Work request
An exact transcription of all the records, free of pictures, is the expected answer.

-------- Data for analysis

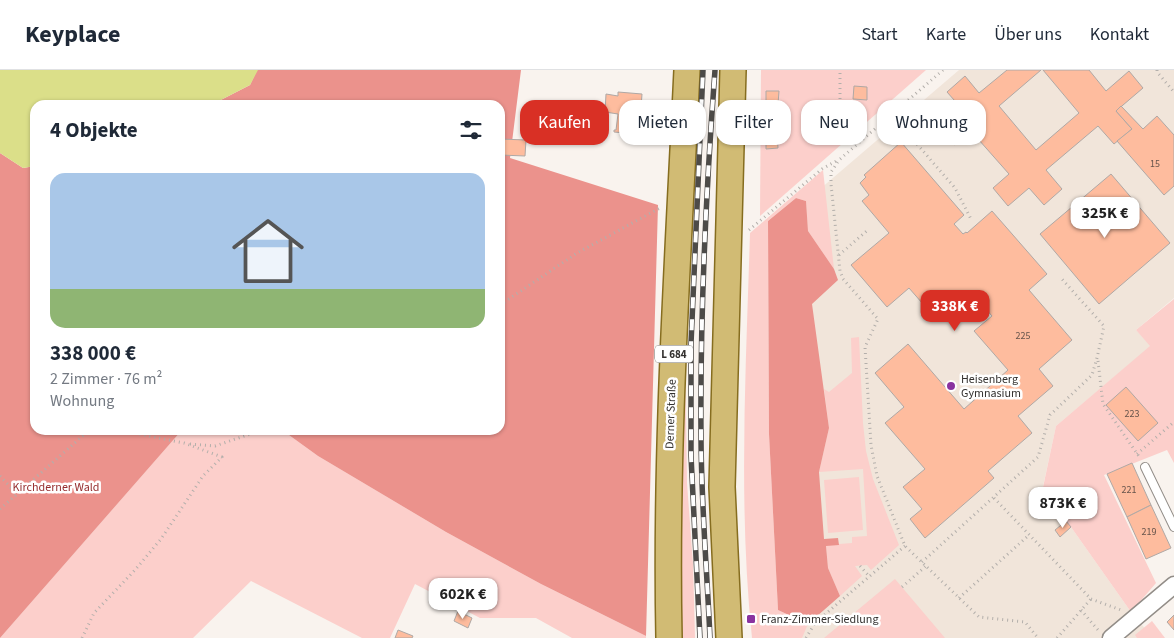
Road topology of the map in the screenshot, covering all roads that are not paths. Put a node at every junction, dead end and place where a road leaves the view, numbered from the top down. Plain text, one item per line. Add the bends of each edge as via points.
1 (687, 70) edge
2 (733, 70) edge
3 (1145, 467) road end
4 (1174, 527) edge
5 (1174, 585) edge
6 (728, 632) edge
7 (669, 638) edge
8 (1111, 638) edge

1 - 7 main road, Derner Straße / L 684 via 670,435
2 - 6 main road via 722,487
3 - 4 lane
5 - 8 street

----------------

Solution to this task
Road topology of the map in the screenshot, covering all roads that are not paths. Put a node at every junction, dead end and place where a road leaves the view, numbered from the top down. Plain text, one item per line. Add the bends of each edge as via points.
1 (687, 70) edge
2 (733, 70) edge
3 (1145, 467) road end
4 (1174, 527) edge
5 (1174, 585) edge
6 (728, 632) edge
7 (669, 638) edge
8 (1111, 638) edge

1 - 7 main road, Derner Straße / L 684 via 670,435
2 - 6 main road via 722,487
3 - 4 lane
5 - 8 street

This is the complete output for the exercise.